Athletes Unlimited held its first AUX softball championship to celebrate the 50th anniversary of Title IX. It was also a celebration of Arizona softball greats, ending with the crowning of former Wildcat pitcher Danielle O’Toole as the inaugural champion on Saturday.
AUX consisted of three series played over two weeks at San Diego State University. O’Toole scored a total of 1,436 points to take the title.
O’Toole wasn’t the only former Wildcat competing. After the first series, former catcher Dejah Mulipola was leading the competition with 650 points. Two of her former pitchers were also doing well with O’Toole amassing 340 points and Alyssa Denham earning 338.
O’Toole came on strong in the second series, putting up a big number with 638 points. That made her a captain in the final series when she had 458 points to seal the deal.
Mulipola finished with 1,368 points, placing third behind O’Toole and former UCLA pitcher Rachel Garcia. Denham was 39th with 638 points over five starts in 12 games.

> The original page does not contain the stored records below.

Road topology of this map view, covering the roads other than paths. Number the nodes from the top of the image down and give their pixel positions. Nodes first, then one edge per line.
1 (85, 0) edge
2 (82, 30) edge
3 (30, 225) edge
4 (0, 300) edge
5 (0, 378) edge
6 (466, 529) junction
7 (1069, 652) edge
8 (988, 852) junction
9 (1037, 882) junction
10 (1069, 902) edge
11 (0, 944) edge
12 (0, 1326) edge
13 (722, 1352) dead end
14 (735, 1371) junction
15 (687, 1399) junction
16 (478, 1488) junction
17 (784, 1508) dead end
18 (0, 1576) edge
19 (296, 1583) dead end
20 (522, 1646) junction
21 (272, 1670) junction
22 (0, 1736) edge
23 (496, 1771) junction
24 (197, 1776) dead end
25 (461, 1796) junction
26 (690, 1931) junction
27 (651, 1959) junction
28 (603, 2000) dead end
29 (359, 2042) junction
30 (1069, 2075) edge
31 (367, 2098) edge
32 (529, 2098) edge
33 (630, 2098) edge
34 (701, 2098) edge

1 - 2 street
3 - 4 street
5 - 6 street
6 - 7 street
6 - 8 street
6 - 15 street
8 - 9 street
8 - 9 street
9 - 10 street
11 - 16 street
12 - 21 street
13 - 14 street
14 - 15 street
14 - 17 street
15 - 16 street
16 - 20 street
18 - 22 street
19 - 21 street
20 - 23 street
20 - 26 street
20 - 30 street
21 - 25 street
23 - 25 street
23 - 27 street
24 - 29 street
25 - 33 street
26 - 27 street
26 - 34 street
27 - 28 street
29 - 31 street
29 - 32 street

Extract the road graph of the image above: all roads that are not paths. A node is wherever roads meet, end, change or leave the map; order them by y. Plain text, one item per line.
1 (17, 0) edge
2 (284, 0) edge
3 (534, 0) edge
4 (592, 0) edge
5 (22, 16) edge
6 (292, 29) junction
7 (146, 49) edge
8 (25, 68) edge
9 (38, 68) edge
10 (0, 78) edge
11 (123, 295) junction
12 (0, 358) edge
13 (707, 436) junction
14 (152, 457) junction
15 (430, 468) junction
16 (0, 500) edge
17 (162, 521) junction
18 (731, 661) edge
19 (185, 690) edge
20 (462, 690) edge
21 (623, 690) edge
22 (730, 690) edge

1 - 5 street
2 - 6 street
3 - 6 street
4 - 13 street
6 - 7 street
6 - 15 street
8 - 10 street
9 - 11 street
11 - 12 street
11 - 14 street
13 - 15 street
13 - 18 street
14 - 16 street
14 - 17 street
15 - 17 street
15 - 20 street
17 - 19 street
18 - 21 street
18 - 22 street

Athletes Unlimited uses unique scoring systems in all of its sports. The system allows individual players to earn points that rank them against all other competitors in the league. In addition to softball, the organization offers volleyball, women’s basketball, and women’s lacrosse leagues.
In softball, pitchers earn points through strikeouts and lose points for earned runs. On offense, players earn different point totals for hits depending on how many bases they earn (i.e. single, double, triple, or home run). Stolen bases, being hit by pitches, and sacrifices also earn points while being caught stealing loses points.
As suggested by the name, the AUX season was an auxiliary softball season for the Athletes Unlimted softball league. It allowed players to earn more money and fans in a different part of the country to attend. The previous regular seasons of AU softball have been held at Parkway Bank Sports Complex in Rosemont, Ill. The AUX season was held on the West Coast for the first time.
The games are carried across ESPN networks.